SÃO PAULO, SP (UOL/FOLHAPRESS) – Um grupo empresarial de distribuição de eletrônicos é alvo de uma operação da polícia por suspeita de fazer lavagem de dinheiro para uma organização criminosa da China e para o PCC no Brasil.
Operação Dark Trader cumpre três mandados de prisão e outros 20 de busca e apreensão em São Paulo e Santa Catarina. As operação é feita pelo Departamento de Investigações Criminais, pelo Ministério Público de São Paulo e pela Secretaria de Fazenda de São Paulo.
Grupo criminoso teria movimentado R$ 1,1 bilhão em sete meses. Ao menos quatro empresas de fachada, em nome de laranjas chineses e brasileiros, foram identificadas no esquema.
Segundo a polícia, as vendas de eletrônicos eram feitas em uma plataforma principal em nome da empresa, mas um esquema sofisticado de desvio de dinheiro acontecia em seguida. Os pagamentos eram redirecionados para outras empresas, de fachada, funcionando como contas de passagem para o dinheiro. As notas fiscais, por sua vez, eram emitidas por outras empresas.

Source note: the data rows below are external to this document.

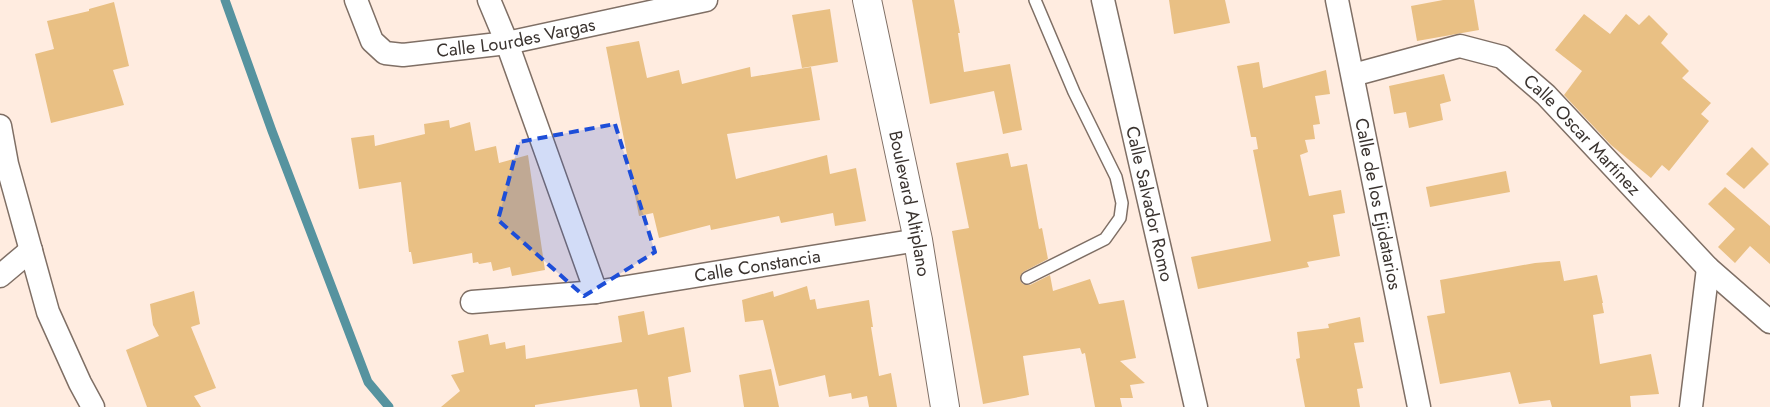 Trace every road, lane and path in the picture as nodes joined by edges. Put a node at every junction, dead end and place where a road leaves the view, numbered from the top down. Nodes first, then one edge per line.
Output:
1 (356, 0) edge
2 (489, 0) edge
3 (706, 0) edge
4 (867, 0) edge
5 (1035, 0) edge
6 (1103, 0) edge
7 (1337, 0) edge
8 (507, 43) junction
9 (1353, 75) junction
10 (0, 126) edge
11 (918, 240) junction
12 (31, 250) junction
13 (1708, 268) junction
14 (0, 276) edge
15 (1027, 278) dead end
16 (596, 292) junction
17 (472, 302) dead end
18 (1770, 322) edge
19 (94, 407) edge
20 (945, 407) edge
21 (1196, 407) edge
22 (1419, 407) edge
23 (1691, 407) edge

1 - 8 street, Calle Lourdes Vargas
2 - 8 street
3 - 8 street, Calle Lourdes Vargas
4 - 11 street, Boulevard Altiplano
5 - 15 lane
6 - 21 street, Calle Salvador Romo
7 - 9 street, Calle de los Ejidatarios
8 - 16 street
9 - 13 street, Calle Oscar Martínez
9 - 22 street, Calle de los Ejidatarios
10 - 12 street
11 - 16 street, Calle Constancia
11 - 20 street, Boulevard Altiplano
12 - 14 street
12 - 19 street
13 - 18 street, Calle Oscar Martínez
13 - 23 street
16 - 17 street, Calle Constancia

Bloqueio de R$ 25 milhões em bens de envolvidos no esquema também foi pedido pela Justiça. Entre os bens apreendidos estão carros de luxo e imóveis, segundo a polícia.
Nome da empresa envolvida no esquema não foi divulgado pela polícia. Não há até o momento atualização sobre a quantidade de presos na operação.